== DESCRIPTION OF THE TASK ==
Work out how many lines in the data below contain "change", and state that count with nothing added.

BEGIN RECORDED DATA

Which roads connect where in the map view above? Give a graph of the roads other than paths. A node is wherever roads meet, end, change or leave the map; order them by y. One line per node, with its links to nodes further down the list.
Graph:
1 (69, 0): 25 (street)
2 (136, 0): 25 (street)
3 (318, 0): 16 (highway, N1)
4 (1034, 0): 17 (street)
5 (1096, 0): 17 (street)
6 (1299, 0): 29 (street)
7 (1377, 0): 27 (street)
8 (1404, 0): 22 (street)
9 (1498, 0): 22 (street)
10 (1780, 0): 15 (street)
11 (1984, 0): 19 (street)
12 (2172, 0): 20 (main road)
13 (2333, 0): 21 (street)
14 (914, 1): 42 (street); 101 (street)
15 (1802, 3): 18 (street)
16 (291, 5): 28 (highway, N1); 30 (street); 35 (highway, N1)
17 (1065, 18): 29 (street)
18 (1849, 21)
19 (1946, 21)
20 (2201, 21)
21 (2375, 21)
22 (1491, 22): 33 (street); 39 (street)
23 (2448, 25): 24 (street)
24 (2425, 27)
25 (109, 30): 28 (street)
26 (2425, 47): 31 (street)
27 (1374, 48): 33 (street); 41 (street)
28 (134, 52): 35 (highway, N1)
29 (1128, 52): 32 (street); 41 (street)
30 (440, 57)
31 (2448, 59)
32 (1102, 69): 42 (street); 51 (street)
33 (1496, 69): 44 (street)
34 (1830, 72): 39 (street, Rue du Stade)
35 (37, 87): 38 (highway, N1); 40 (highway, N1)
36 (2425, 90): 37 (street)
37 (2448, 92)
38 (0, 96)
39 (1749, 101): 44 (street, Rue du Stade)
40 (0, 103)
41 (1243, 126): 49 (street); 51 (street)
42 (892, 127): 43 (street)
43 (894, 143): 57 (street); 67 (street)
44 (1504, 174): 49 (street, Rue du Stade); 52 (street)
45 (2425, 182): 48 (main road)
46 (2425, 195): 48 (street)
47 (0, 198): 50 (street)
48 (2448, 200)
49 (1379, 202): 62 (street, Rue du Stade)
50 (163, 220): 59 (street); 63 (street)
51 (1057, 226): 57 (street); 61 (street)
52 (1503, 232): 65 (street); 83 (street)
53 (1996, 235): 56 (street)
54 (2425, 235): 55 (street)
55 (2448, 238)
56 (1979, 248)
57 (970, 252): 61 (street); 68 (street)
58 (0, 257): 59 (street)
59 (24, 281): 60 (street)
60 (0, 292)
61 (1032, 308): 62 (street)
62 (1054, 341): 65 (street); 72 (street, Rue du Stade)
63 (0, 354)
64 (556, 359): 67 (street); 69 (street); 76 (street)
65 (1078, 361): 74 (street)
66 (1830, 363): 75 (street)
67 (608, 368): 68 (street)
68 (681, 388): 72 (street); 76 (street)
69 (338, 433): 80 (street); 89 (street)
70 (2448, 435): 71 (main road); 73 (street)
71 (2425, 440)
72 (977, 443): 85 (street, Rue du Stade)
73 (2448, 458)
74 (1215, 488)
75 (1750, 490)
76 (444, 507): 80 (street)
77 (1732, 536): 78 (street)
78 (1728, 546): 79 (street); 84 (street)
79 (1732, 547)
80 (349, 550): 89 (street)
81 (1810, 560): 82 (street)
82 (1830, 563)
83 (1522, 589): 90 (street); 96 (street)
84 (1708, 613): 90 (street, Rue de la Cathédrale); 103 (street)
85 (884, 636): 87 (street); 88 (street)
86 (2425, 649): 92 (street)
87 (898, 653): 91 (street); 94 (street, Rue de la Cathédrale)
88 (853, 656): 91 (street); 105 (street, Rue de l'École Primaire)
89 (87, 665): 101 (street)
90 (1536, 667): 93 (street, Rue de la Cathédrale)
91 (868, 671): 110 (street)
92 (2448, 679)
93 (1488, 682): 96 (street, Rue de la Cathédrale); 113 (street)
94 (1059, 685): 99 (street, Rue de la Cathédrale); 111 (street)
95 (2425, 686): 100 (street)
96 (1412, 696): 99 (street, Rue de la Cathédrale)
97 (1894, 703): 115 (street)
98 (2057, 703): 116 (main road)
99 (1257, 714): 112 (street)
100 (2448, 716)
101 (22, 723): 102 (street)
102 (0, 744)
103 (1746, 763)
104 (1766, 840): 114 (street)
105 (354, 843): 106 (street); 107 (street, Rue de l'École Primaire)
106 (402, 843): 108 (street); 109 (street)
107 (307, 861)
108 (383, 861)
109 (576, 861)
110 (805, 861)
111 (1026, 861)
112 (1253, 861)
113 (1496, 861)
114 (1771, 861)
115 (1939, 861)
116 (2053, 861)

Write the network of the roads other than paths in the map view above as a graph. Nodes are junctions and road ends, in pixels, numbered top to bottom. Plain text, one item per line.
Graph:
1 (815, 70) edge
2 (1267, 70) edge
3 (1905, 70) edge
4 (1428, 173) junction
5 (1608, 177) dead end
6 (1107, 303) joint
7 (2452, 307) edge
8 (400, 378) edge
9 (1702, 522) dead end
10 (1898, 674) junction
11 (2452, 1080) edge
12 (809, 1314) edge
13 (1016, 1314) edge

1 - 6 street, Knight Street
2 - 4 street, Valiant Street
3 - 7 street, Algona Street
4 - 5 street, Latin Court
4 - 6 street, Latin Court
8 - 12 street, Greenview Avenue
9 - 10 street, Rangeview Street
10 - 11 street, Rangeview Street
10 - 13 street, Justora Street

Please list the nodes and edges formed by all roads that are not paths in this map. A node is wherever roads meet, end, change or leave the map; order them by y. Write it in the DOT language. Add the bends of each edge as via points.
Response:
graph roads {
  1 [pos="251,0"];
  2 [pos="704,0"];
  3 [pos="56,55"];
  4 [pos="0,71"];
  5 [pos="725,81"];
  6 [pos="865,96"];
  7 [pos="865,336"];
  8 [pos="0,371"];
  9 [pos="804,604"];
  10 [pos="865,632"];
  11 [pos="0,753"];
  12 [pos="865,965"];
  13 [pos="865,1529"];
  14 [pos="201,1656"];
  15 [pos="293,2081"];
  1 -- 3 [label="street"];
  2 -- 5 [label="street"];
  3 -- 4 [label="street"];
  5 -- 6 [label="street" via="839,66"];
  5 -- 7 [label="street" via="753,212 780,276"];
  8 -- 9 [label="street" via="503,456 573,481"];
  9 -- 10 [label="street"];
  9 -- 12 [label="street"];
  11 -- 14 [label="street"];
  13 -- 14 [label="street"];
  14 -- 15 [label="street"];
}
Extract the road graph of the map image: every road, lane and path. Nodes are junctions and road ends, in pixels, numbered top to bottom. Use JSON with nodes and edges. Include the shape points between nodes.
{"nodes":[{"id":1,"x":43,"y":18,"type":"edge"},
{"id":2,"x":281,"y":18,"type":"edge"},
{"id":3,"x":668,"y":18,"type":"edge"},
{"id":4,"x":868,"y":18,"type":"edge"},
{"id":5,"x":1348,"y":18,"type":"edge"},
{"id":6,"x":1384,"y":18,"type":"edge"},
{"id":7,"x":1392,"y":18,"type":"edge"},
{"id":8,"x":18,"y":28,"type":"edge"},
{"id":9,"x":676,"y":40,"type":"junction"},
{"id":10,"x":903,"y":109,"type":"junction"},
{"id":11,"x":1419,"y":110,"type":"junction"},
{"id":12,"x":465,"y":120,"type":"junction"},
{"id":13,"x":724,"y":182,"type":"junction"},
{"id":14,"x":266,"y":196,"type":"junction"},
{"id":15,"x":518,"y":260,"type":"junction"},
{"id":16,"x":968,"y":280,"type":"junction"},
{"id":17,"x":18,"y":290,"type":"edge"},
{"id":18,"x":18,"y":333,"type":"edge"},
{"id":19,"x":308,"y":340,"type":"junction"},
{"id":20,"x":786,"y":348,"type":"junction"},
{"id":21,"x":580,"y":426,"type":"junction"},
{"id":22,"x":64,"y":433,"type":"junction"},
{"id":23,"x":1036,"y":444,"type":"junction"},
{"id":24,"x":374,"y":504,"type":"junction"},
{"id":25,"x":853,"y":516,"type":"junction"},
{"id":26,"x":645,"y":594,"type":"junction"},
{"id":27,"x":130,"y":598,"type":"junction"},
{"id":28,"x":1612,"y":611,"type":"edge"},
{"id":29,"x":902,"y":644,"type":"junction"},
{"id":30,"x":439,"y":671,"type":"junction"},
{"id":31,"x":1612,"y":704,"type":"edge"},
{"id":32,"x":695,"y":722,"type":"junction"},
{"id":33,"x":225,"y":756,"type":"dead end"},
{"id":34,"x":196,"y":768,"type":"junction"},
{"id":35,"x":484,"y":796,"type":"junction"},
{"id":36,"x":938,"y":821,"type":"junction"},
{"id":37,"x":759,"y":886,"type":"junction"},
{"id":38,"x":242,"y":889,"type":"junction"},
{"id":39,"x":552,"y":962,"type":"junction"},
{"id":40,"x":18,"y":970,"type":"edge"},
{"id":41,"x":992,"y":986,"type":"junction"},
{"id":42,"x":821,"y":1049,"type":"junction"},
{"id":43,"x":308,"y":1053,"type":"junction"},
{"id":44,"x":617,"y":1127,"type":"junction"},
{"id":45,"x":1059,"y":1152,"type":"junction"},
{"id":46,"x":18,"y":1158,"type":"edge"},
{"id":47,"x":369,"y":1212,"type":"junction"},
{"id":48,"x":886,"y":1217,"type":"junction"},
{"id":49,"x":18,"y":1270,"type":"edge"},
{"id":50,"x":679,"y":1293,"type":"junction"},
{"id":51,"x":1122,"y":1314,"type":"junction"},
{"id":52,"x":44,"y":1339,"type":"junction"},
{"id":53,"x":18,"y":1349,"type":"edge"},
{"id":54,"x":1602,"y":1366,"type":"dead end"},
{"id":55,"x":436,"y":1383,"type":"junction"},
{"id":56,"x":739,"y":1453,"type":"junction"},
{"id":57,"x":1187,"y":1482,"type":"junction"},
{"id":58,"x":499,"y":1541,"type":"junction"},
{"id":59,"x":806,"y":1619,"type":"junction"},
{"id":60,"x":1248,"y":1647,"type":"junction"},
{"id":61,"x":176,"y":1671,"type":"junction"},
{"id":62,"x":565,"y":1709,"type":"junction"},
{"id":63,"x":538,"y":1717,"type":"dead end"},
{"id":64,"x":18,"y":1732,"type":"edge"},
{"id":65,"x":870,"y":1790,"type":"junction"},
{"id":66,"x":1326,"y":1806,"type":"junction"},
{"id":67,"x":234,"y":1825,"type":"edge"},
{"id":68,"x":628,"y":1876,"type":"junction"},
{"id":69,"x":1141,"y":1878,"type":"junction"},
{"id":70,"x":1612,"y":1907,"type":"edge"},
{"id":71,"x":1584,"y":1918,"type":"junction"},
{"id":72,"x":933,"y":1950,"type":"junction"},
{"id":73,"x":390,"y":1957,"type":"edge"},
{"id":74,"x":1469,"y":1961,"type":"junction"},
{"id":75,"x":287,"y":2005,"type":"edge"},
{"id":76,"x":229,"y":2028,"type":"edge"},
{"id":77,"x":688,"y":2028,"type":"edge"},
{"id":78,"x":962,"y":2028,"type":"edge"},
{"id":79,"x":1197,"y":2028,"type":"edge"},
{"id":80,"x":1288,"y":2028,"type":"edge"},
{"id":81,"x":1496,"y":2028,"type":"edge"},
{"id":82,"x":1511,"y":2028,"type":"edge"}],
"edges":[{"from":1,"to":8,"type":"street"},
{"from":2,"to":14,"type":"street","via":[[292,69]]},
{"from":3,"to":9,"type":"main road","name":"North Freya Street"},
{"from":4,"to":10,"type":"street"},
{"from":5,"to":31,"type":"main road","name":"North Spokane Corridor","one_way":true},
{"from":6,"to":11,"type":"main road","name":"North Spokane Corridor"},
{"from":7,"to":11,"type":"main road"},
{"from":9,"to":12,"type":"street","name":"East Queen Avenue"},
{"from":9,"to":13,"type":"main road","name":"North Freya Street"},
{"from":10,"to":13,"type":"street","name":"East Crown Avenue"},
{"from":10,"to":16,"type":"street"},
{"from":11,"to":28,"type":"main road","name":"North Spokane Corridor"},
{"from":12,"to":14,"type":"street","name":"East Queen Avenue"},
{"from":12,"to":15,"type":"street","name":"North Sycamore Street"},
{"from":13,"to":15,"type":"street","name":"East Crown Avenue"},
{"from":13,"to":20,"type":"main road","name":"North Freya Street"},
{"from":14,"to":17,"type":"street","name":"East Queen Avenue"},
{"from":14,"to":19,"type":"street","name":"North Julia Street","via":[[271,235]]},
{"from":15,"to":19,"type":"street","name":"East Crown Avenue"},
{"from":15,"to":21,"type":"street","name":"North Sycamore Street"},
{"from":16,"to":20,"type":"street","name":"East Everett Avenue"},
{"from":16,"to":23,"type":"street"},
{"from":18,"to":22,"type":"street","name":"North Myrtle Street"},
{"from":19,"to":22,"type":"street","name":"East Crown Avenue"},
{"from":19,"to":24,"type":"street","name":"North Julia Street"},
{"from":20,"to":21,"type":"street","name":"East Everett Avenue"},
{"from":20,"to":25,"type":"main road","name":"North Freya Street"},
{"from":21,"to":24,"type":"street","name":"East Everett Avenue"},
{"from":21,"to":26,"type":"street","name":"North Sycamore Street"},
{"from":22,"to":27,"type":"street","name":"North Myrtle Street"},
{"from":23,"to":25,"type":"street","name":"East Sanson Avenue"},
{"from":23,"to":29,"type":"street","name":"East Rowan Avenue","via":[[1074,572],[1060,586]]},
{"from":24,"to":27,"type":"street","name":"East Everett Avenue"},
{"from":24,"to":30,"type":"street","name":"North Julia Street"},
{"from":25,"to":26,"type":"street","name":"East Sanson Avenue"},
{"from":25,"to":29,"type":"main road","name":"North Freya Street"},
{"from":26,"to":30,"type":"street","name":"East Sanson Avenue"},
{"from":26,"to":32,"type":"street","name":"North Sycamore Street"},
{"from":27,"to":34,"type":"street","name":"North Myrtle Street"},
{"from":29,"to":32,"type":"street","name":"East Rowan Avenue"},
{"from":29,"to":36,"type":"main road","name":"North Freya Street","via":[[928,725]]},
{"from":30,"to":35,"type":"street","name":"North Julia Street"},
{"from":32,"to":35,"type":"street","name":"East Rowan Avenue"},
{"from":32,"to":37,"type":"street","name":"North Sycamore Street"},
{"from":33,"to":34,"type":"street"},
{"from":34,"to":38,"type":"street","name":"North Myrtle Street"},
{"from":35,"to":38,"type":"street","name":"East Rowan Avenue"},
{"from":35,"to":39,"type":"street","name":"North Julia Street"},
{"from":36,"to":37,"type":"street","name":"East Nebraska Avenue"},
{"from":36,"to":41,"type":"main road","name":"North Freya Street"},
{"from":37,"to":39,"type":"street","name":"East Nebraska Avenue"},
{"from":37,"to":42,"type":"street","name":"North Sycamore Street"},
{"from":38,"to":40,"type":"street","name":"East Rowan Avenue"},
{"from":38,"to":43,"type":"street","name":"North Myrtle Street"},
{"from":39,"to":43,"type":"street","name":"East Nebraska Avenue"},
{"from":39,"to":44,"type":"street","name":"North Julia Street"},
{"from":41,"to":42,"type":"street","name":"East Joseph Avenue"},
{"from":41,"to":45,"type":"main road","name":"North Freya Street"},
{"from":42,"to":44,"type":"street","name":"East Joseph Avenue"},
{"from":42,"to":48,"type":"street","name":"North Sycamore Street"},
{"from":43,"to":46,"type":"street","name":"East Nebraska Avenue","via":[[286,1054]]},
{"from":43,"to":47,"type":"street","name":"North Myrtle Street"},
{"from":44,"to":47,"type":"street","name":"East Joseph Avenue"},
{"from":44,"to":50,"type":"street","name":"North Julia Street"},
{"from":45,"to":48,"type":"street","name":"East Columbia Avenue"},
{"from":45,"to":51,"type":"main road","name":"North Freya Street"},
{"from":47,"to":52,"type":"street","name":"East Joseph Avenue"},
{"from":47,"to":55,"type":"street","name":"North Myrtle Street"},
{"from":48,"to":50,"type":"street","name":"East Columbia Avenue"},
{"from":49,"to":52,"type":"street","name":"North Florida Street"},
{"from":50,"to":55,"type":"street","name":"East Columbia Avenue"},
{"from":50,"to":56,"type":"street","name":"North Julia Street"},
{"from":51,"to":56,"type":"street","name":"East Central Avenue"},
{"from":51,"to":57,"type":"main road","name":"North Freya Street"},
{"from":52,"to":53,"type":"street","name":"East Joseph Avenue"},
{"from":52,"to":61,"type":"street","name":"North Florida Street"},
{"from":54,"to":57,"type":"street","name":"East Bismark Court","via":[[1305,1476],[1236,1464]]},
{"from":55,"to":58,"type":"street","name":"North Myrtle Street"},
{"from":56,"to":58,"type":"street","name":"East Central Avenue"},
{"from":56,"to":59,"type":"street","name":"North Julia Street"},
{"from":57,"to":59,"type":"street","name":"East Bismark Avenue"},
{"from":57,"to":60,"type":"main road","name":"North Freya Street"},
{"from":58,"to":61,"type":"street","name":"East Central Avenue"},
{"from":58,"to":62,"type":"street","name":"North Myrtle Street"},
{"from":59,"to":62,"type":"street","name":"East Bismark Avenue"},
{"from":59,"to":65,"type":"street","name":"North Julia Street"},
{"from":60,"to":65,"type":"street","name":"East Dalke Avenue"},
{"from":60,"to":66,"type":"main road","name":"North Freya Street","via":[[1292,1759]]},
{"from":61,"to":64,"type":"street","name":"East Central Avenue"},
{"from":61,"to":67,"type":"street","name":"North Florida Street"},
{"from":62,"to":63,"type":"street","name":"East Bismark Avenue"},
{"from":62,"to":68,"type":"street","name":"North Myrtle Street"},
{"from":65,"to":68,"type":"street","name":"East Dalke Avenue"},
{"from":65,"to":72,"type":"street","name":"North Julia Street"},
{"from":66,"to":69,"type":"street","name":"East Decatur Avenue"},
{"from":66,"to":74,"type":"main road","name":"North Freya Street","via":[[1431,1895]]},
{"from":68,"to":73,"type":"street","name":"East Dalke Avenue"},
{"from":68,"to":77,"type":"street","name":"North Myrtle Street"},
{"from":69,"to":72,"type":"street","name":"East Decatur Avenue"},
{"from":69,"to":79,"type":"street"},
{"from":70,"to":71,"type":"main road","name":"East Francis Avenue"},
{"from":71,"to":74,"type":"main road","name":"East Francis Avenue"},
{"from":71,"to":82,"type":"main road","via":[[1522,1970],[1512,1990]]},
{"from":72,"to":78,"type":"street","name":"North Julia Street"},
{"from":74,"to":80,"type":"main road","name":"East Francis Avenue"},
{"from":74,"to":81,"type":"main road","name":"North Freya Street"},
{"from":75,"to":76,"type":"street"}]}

END RECORDED DATA

== REPLY ==
2